May we all, therefore, follow Walther also in his prayer for a pious ministry!  Nor let us fail to include our laymen, who, in exercising their Christian rights, have come to the front as never before.  May God always mercifully preserve us both a ministry and laity that fear the Word of God! Hail Missouri as long as the fear of God and his Word will remain her outstanding characteristic!  For thus says the Lord: "To this man will I look, even to him that is poor and of a contrite spirit and trembleth at My Word." Isaiah 66:2.
-------------  End of Essay  -----------------------------

Prof. Friedrich Bente
This topic of Bente was perhaps the most hotly contested doctrine at the time the walkout occurred at Concordia Seminary in 1974 to form Seminex.  And Franz Pieper defends Inspiration and Inerrancy of Holy Scriptures masterfully in his Christian Dogmatics... as I covered in these blog posts: "Variant Readings" and "Contradictions, Errors".

The statement Bente made above about the Fundamentalists, saying they would lose there battle unless the Darwinists were expelled, is perhaps a weak statement for it partially gives away the greater error of the Reformed – the Doctrine of Justification.  The reality is that all error essentially is a battle against this doctrine.

The dear Prof.

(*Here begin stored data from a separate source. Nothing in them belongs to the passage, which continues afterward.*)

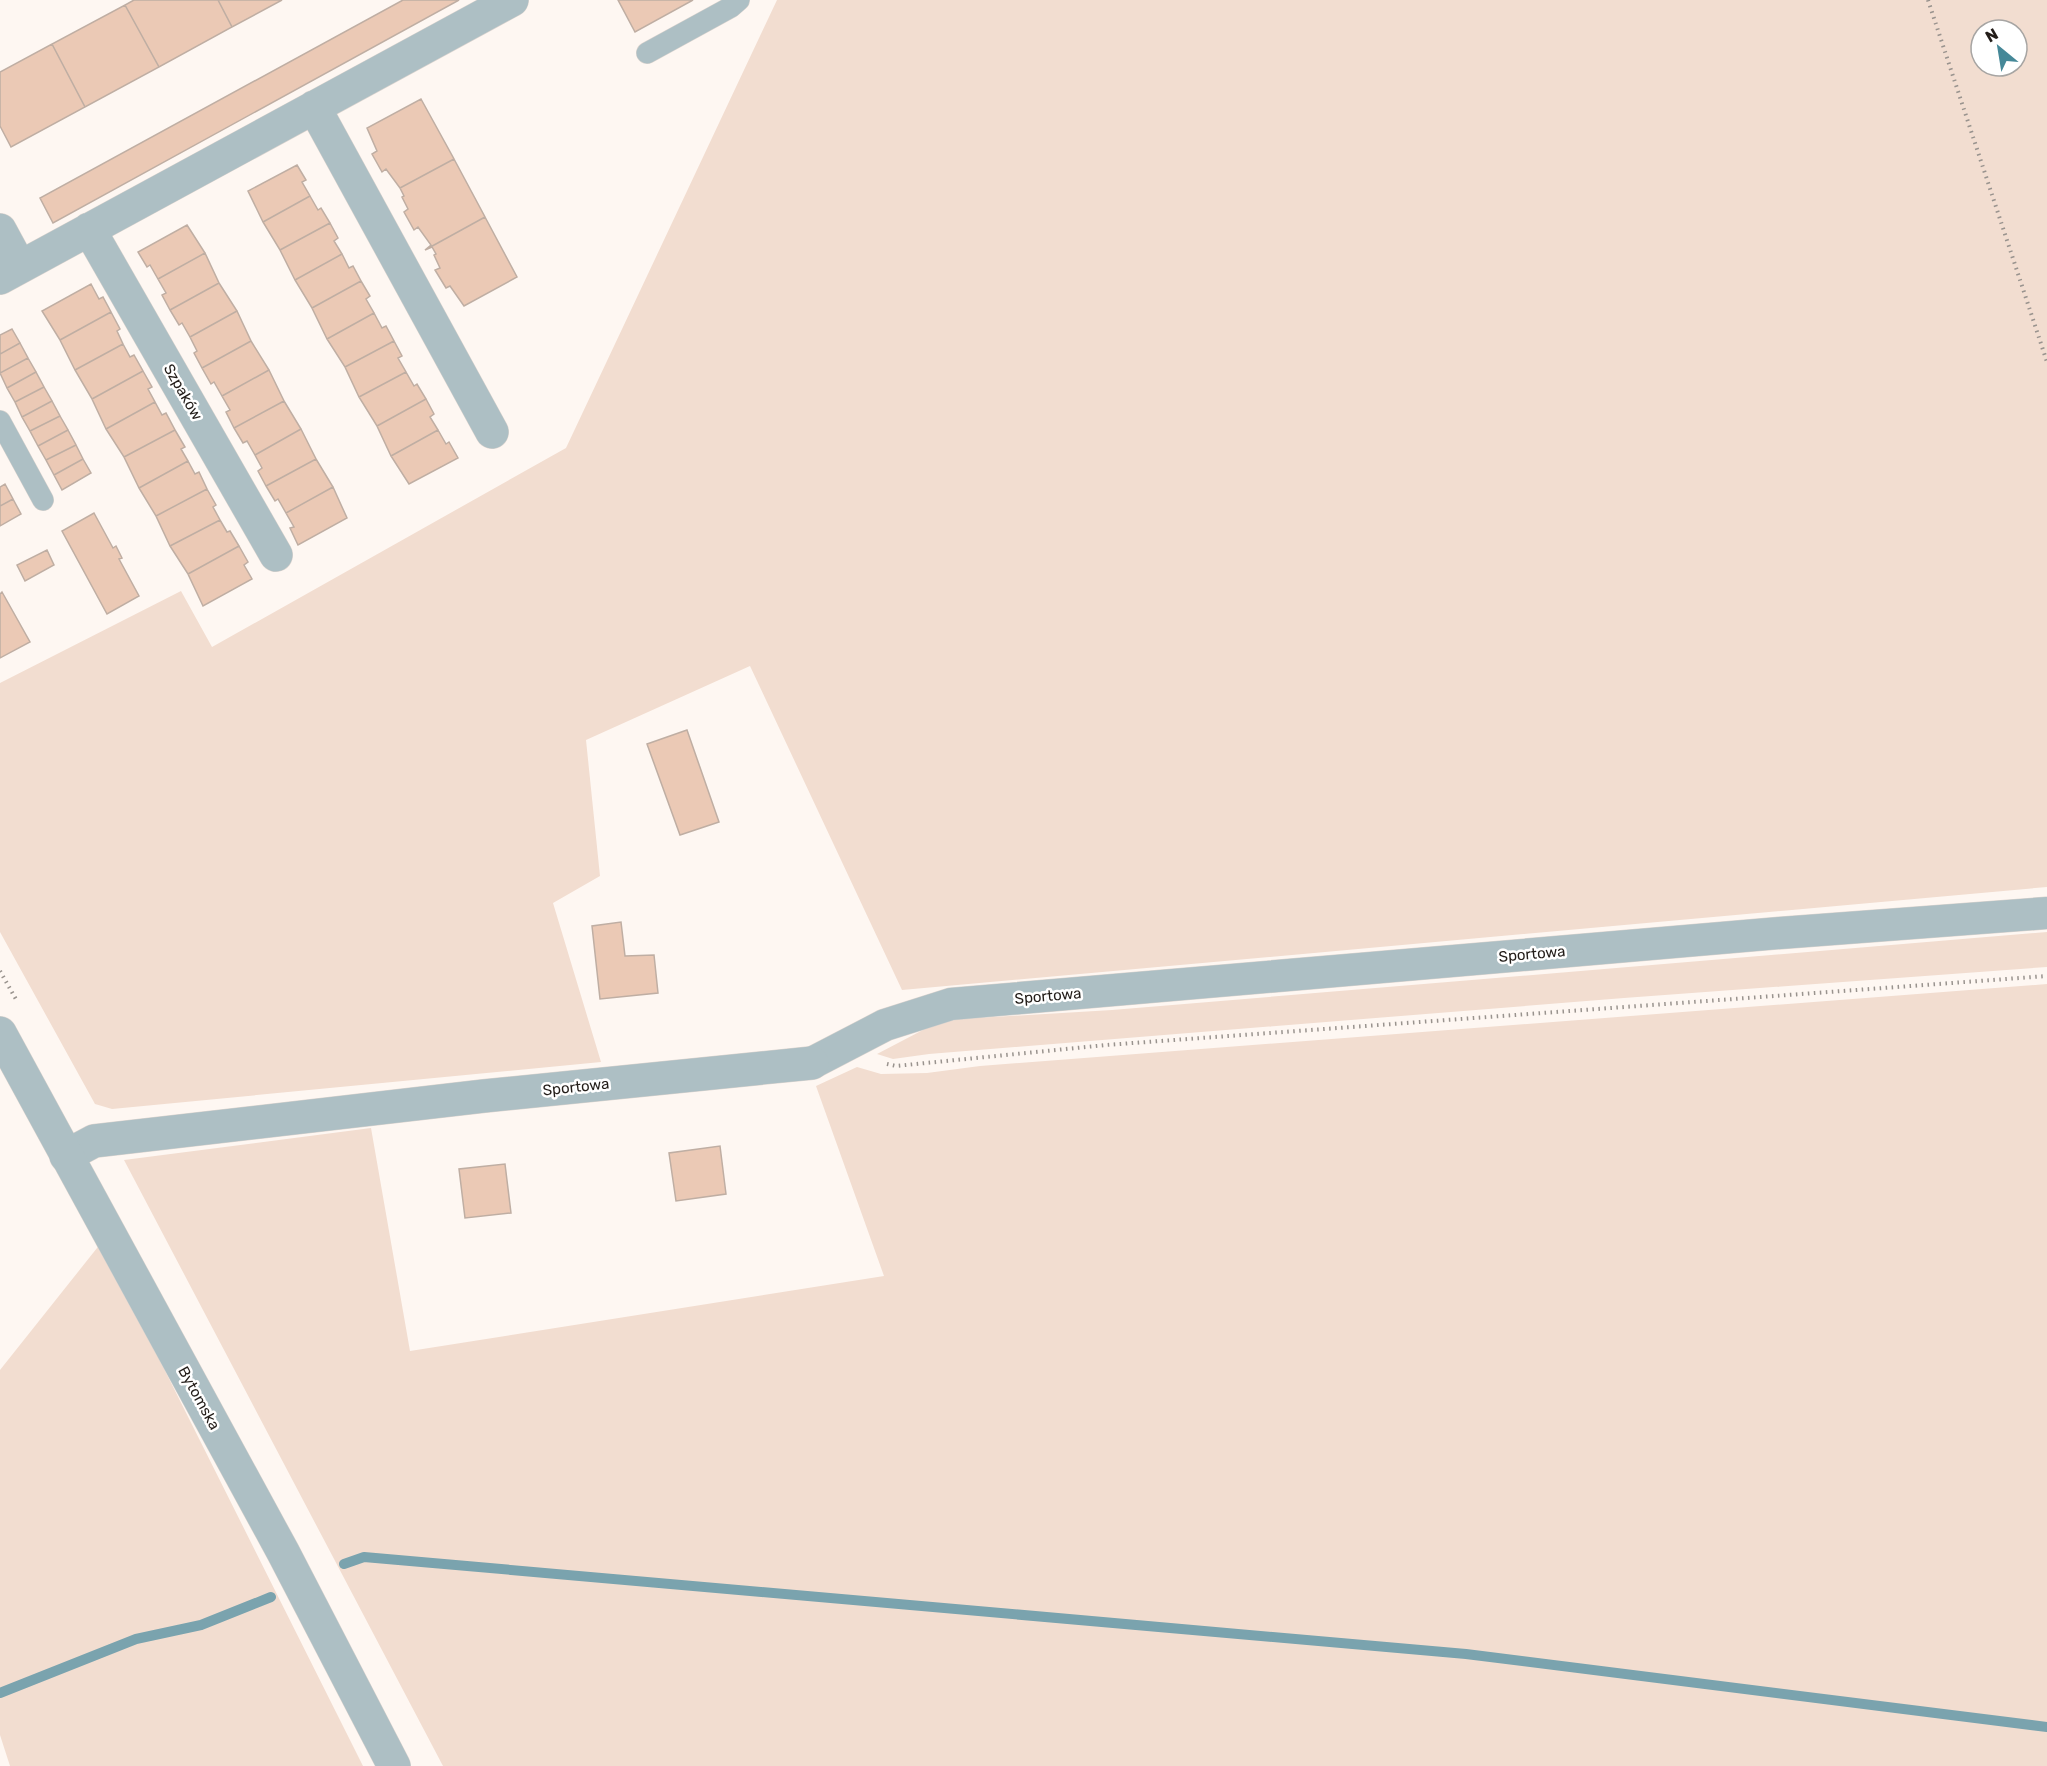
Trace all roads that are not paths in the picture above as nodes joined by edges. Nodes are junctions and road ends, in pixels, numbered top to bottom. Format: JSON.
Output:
{"nodes":[{"id":1,"x":512,"y":0,"type":"edge"},
{"id":2,"x":739,"y":0,"type":"edge"},
{"id":3,"x":647,"y":53,"type":"dead end"},
{"id":4,"x":314,"y":107,"type":"junction"},
{"id":5,"x":90,"y":229,"type":"junction"},
{"id":6,"x":0,"y":230,"type":"edge"},
{"id":7,"x":10,"y":272,"type":"edge"},
{"id":8,"x":0,"y":421,"type":"edge"},
{"id":9,"x":492,"y":432,"type":"dead end"},
{"id":10,"x":43,"y":500,"type":"dead end"},
{"id":11,"x":276,"y":555,"type":"dead end"},
{"id":12,"x":2047,"y":913,"type":"edge"},
{"id":13,"x":0,"y":1033,"type":"edge"},
{"id":14,"x":812,"y":1063,"type":"joint"},
{"id":15,"x":66,"y":1156,"type":"junction"},
{"id":16,"x":394,"y":1766,"type":"edge"}],
"edges":[{"from":1,"to":4,"type":"street"},
{"from":2,"to":3,"type":"lane"},
{"from":4,"to":5,"type":"street"},
{"from":4,"to":9,"type":"street"},
{"from":5,"to":7,"type":"street"},
{"from":5,"to":11,"type":"street","name":"Szpaków"},
{"from":6,"to":7,"type":"street"},
{"from":8,"to":10,"type":"lane"},
{"from":12,"to":14,"type":"street","name":"Sportowa"},
{"from":13,"to":15,"type":"street","name":"Bytomska"},
{"from":14,"to":15,"type":"street","name":"Sportowa"},
{"from":15,"to":16,"type":"street","name":"Bytomska"}]}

Bente fought shoulder-to-shoulder with Franz Pieper in the meetings and conferences with the opposing American Lutheran bodies, i.e. the ALC., the American Lutheran Church.  He saw first hand how the errorists would attempt to hide their error by mixing it with truth.  And by this essay he not only had to battle for the truth against the error of other Lutheran bodies, he also had to strenghthen his own brethren in the truth.